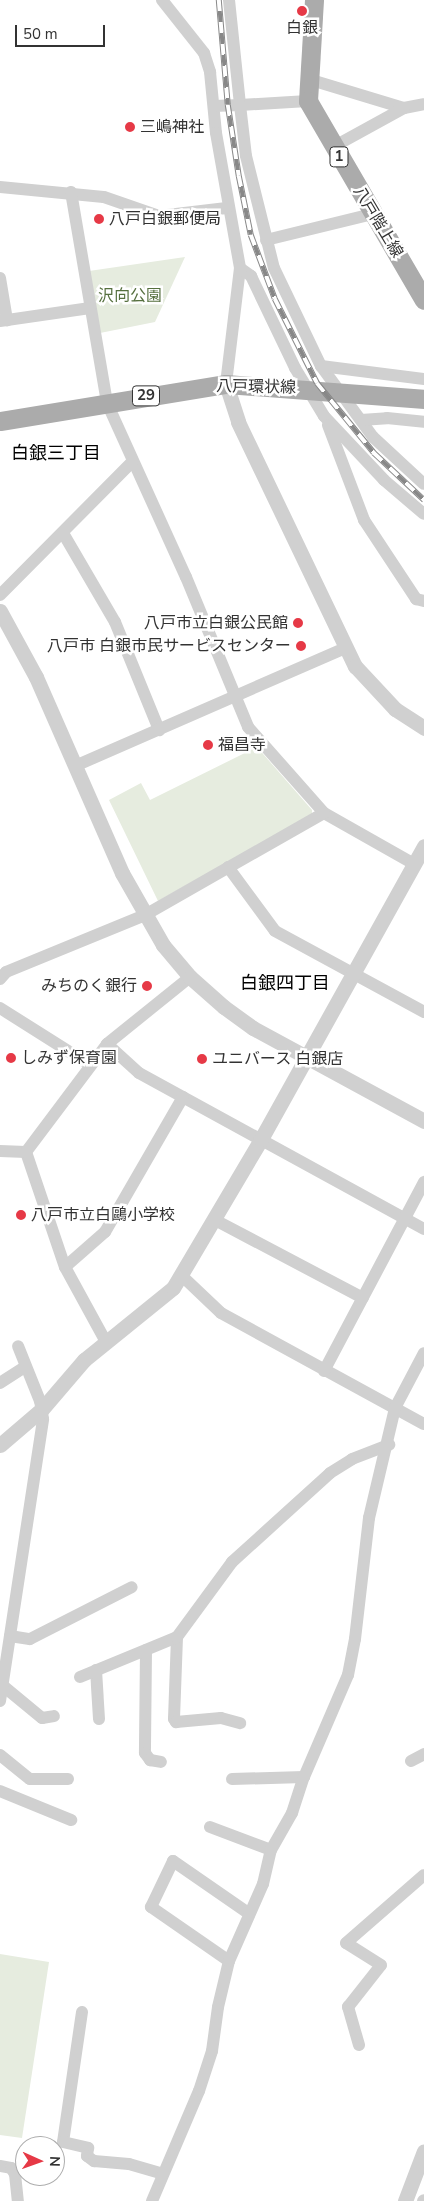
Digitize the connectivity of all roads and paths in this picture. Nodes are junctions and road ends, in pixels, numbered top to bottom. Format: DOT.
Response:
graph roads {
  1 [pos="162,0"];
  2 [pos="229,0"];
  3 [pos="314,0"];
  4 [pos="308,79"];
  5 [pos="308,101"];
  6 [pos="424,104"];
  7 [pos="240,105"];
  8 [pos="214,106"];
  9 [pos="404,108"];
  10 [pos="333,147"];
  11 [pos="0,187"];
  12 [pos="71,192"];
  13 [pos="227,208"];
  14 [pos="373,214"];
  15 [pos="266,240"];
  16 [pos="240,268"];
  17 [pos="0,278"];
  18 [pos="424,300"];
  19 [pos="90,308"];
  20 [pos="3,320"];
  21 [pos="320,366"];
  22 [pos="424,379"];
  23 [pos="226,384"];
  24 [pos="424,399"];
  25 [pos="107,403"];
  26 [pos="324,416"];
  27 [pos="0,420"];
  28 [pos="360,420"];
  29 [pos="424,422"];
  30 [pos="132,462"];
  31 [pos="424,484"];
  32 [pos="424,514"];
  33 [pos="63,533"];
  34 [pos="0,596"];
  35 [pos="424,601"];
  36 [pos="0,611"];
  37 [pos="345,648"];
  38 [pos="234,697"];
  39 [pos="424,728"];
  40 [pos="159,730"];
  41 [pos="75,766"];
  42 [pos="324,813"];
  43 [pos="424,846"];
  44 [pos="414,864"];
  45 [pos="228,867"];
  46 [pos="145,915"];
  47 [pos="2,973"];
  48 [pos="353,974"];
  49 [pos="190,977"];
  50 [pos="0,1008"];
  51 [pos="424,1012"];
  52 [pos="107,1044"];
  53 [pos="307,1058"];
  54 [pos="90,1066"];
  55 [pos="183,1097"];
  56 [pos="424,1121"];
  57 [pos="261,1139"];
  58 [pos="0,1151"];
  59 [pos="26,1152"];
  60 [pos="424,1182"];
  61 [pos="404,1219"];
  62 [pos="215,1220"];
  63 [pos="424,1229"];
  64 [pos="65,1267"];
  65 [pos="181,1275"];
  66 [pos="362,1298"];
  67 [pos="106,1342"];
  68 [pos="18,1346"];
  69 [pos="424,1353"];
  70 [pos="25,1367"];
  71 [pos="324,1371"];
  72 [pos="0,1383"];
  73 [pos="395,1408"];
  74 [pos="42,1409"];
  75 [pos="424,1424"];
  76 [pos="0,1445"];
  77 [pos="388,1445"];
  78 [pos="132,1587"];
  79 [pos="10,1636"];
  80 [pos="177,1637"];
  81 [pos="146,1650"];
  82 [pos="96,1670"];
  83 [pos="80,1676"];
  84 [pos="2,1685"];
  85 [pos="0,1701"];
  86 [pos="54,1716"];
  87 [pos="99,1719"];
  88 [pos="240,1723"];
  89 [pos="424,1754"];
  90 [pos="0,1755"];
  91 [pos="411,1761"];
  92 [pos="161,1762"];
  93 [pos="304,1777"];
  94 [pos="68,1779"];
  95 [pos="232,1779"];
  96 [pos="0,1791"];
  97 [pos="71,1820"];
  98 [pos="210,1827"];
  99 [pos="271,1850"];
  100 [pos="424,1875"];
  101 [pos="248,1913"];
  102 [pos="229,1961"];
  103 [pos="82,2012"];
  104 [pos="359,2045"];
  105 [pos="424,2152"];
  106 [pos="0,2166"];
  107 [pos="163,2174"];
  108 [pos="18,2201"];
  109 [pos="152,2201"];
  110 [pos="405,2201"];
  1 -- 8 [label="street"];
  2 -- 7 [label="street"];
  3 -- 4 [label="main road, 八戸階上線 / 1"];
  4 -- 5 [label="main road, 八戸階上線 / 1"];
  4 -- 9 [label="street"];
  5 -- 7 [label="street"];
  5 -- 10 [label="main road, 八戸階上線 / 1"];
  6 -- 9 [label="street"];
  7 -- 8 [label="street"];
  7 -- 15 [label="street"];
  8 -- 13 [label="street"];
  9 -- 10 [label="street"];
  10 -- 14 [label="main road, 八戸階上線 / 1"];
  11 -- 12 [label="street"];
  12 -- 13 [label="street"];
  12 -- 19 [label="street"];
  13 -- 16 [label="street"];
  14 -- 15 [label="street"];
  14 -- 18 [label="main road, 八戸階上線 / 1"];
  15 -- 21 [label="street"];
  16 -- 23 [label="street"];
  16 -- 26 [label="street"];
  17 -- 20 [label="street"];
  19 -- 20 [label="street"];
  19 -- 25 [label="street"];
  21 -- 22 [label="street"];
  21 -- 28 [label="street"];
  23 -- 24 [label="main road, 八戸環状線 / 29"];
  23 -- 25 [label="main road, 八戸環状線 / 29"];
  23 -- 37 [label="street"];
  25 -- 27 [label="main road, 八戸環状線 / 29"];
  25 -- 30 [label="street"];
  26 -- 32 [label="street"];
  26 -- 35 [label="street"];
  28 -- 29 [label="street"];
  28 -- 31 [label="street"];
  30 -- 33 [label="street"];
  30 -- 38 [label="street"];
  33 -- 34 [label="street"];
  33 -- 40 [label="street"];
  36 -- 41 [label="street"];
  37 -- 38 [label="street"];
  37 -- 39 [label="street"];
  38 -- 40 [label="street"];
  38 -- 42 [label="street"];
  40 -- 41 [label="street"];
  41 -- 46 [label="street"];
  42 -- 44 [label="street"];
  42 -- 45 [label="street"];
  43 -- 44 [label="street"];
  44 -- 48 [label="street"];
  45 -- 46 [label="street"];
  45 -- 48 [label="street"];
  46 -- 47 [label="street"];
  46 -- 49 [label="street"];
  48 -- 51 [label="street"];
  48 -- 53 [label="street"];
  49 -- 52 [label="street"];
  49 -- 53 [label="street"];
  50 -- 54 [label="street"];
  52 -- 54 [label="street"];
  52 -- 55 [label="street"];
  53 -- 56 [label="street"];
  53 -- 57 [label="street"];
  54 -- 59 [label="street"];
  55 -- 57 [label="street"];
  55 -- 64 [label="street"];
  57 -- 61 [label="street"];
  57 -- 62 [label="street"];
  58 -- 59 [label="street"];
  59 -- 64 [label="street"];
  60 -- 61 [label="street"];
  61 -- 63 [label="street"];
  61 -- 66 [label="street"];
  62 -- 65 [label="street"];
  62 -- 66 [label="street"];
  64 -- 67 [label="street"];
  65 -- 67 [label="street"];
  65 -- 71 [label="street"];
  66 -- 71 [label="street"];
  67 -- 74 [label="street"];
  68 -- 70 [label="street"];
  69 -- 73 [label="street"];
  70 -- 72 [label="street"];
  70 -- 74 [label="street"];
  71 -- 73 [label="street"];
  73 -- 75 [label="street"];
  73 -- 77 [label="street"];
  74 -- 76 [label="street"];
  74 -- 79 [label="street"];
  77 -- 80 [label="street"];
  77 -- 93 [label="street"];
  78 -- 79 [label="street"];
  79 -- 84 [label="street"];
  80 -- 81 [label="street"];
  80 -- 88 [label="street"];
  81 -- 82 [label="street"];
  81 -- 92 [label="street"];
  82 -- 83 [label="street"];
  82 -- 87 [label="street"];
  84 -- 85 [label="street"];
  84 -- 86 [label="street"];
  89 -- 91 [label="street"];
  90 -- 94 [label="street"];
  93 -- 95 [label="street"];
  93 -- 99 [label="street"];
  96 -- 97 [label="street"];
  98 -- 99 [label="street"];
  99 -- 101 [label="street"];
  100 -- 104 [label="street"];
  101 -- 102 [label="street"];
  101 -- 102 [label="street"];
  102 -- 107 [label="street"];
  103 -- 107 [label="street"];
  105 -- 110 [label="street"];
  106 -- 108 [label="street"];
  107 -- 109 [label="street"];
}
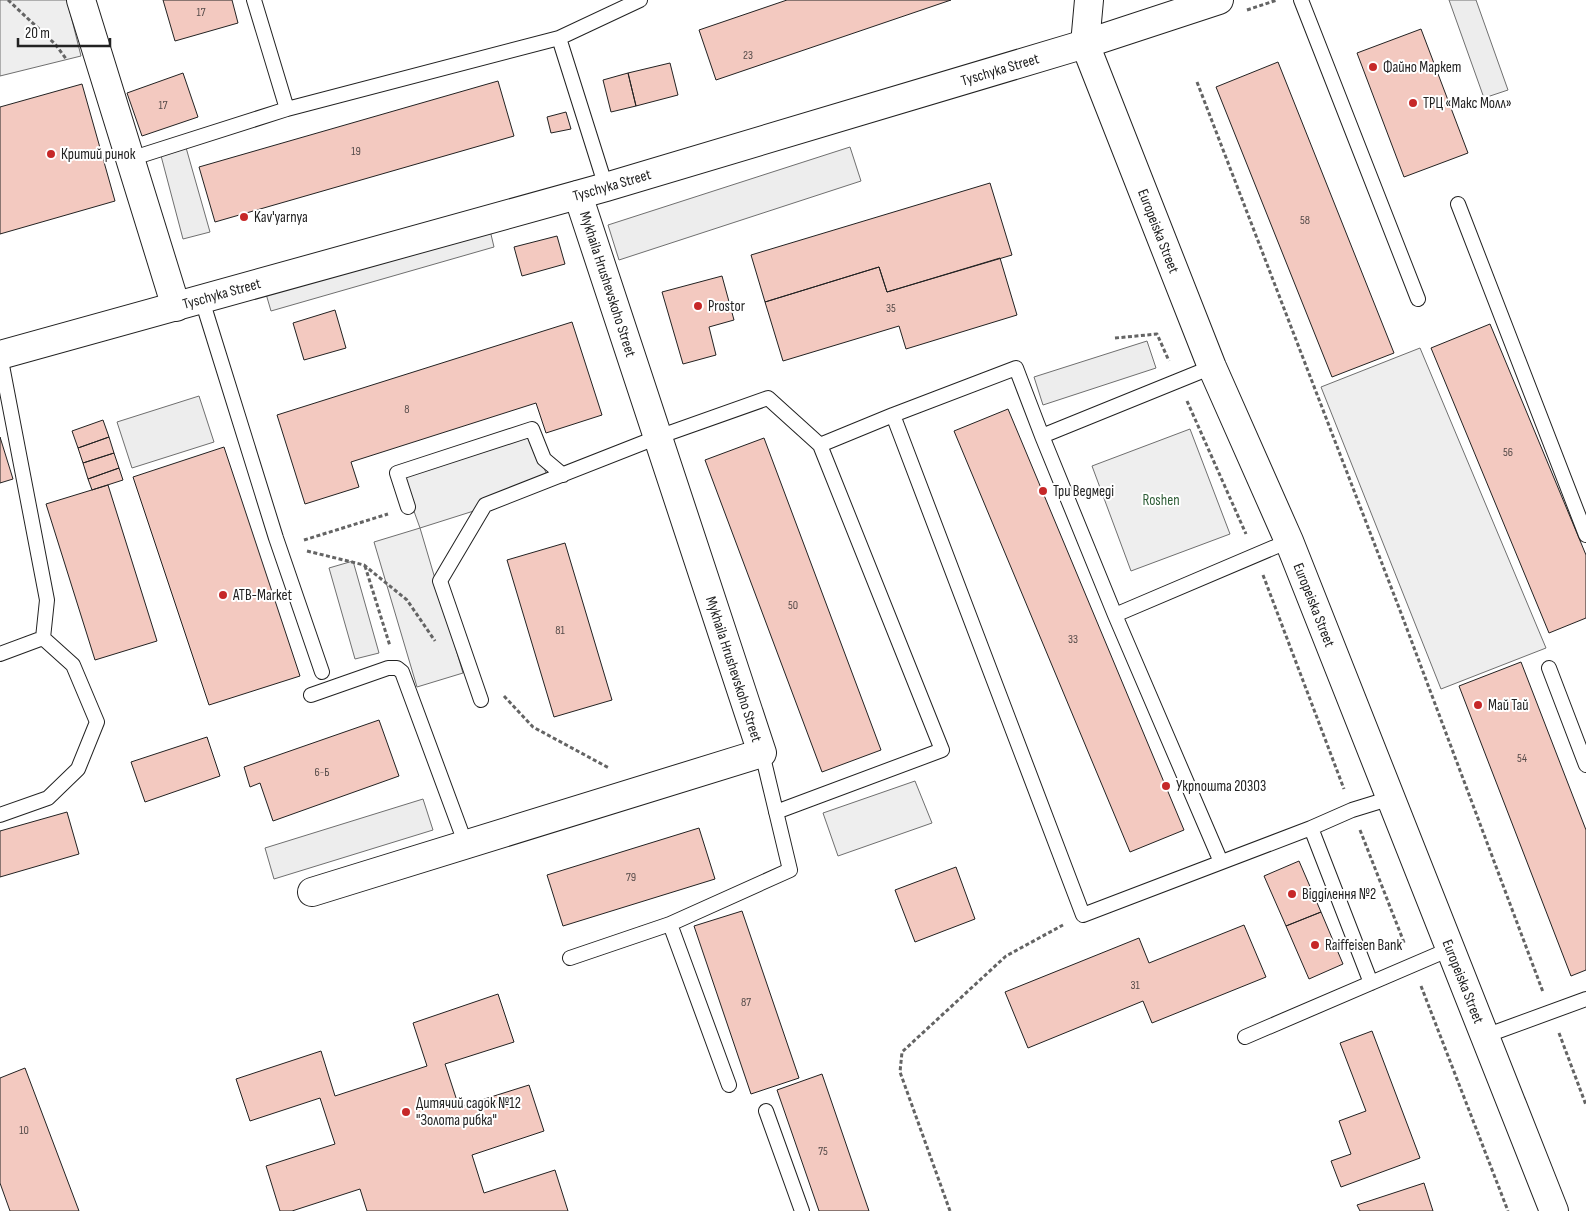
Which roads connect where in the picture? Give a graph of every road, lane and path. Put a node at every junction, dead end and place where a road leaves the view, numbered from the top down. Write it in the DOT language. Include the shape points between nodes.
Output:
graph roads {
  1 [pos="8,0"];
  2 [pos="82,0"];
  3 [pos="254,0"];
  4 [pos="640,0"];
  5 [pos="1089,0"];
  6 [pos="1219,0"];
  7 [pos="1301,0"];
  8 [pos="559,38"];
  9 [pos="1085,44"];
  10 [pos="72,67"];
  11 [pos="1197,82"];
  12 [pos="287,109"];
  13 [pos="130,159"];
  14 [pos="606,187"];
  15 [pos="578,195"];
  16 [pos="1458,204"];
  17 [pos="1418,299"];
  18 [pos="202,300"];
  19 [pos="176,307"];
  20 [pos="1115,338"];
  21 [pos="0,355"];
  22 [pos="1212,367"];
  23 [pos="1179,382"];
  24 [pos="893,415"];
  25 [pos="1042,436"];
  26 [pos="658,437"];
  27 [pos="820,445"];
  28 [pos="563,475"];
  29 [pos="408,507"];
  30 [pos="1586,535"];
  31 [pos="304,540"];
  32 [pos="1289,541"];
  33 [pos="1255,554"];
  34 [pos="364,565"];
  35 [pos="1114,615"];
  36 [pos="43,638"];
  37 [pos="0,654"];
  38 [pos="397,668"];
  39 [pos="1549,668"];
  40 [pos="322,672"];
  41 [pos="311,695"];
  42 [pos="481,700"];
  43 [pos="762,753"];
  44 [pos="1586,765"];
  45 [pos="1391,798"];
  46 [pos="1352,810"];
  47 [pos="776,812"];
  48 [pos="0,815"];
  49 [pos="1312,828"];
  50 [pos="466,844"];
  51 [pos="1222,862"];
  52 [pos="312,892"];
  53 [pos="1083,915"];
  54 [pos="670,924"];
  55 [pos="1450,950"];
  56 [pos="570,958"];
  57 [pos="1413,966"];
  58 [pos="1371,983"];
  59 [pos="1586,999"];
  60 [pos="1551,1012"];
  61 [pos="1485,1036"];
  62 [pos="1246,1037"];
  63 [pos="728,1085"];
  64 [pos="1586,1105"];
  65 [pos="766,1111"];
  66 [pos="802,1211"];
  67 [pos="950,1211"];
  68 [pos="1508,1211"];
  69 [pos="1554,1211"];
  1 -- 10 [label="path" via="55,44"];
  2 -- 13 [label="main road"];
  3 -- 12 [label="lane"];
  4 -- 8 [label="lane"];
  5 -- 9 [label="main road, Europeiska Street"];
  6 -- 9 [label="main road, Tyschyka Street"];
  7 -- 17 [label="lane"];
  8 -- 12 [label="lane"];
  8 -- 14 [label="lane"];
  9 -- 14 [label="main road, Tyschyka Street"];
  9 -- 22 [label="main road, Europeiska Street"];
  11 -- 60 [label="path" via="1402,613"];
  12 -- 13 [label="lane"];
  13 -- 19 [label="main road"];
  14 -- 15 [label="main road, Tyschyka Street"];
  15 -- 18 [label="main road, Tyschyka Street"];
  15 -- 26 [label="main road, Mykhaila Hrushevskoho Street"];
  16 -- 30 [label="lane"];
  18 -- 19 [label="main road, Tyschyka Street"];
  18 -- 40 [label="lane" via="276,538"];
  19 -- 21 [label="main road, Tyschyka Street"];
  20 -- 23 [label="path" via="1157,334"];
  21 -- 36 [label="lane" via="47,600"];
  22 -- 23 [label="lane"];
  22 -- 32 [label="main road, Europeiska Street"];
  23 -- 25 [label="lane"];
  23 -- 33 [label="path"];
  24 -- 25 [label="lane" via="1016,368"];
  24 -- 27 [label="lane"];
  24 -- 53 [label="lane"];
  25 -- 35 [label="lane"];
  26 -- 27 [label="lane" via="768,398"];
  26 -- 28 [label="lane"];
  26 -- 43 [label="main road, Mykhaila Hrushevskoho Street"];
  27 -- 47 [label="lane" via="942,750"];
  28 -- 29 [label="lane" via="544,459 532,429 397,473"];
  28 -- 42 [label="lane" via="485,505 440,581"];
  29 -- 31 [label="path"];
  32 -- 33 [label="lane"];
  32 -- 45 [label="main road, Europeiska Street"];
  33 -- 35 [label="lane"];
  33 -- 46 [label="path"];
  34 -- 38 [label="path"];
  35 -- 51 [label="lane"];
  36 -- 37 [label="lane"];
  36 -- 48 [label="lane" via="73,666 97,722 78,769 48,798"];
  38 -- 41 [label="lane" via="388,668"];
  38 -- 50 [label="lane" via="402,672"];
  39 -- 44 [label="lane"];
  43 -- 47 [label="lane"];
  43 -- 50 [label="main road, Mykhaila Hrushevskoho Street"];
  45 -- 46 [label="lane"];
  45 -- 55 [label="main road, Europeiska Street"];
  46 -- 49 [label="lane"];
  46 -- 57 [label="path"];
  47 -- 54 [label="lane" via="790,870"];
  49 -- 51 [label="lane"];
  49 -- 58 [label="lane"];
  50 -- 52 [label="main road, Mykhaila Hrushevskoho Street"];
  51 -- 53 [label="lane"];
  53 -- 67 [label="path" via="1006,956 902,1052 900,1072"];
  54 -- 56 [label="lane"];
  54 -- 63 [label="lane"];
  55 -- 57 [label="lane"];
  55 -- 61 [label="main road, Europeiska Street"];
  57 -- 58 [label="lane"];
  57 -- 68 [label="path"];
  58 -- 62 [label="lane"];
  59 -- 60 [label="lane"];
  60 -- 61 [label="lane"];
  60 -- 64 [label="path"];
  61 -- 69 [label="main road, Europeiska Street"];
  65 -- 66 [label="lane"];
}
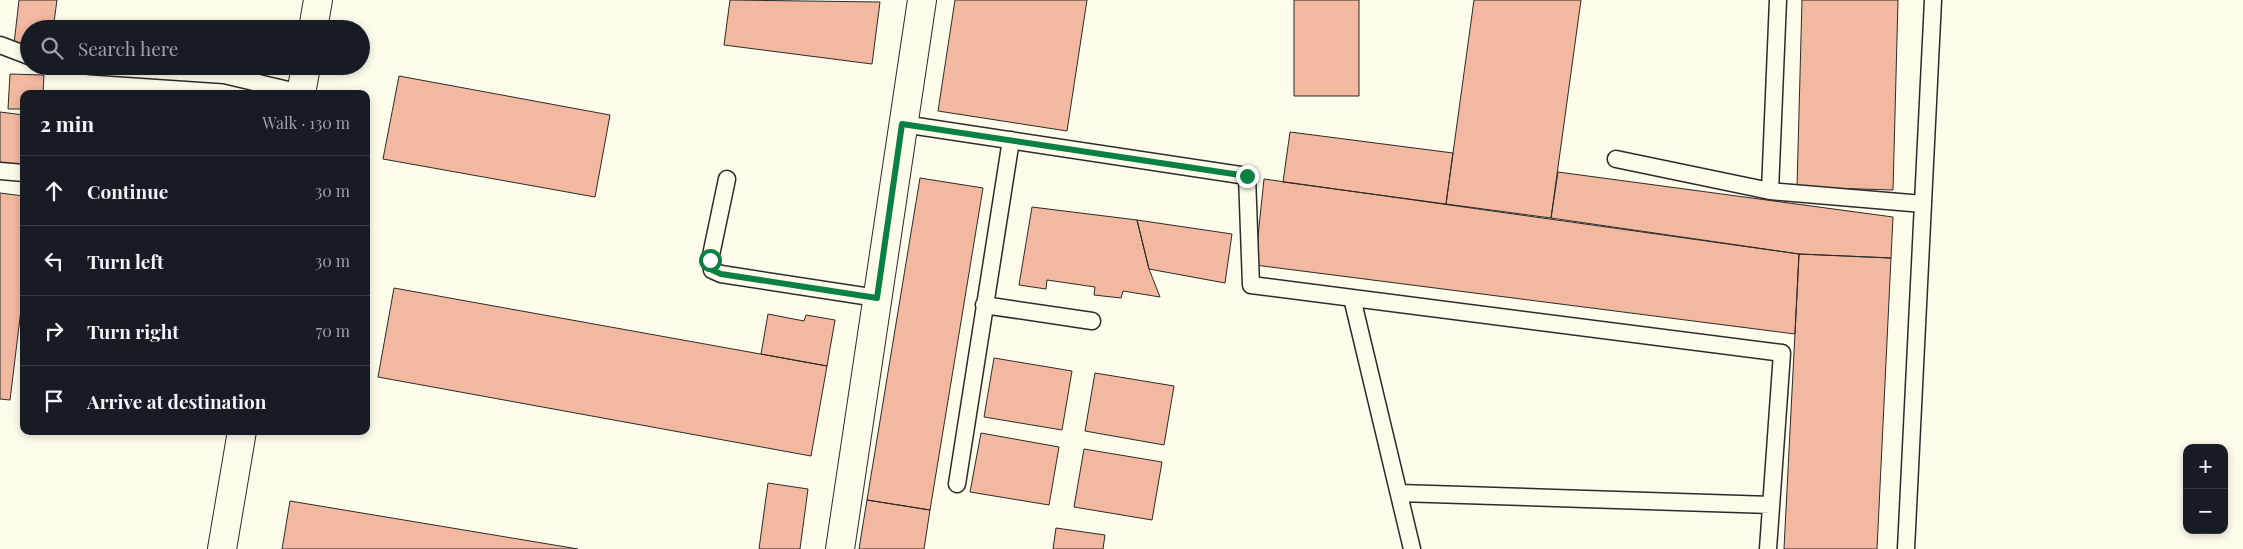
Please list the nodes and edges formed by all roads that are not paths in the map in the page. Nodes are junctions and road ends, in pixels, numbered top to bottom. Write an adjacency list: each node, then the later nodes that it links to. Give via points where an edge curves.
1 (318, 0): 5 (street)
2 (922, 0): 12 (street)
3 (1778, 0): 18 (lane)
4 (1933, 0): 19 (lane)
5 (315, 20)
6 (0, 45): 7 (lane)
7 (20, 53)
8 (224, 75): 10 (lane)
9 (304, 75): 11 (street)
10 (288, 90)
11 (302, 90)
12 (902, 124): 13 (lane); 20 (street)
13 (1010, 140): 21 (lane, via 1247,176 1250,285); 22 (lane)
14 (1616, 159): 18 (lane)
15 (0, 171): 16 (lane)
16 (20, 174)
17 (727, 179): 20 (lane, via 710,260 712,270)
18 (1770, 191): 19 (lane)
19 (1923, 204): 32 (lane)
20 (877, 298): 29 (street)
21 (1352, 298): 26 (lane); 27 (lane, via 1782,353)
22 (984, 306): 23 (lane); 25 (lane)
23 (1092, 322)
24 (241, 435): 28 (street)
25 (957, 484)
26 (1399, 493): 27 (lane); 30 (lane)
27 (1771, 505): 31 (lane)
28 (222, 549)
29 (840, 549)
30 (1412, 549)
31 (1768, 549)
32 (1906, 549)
= = = =
• _How to complete this task_
Whenever a line above includes "Hrushevskoho", copy it in full.

• _Expected output_
  15 -- 26 [label="main road, Mykhaila Hrushevskoho Street"];
  26 -- 43 [label="main road, Mykhaila Hrushevskoho Street"];
  43 -- 50 [label="main road, Mykhaila Hrushevskoho Street"];
  50 -- 52 [label="main road, Mykhaila Hrushevskoho Street"];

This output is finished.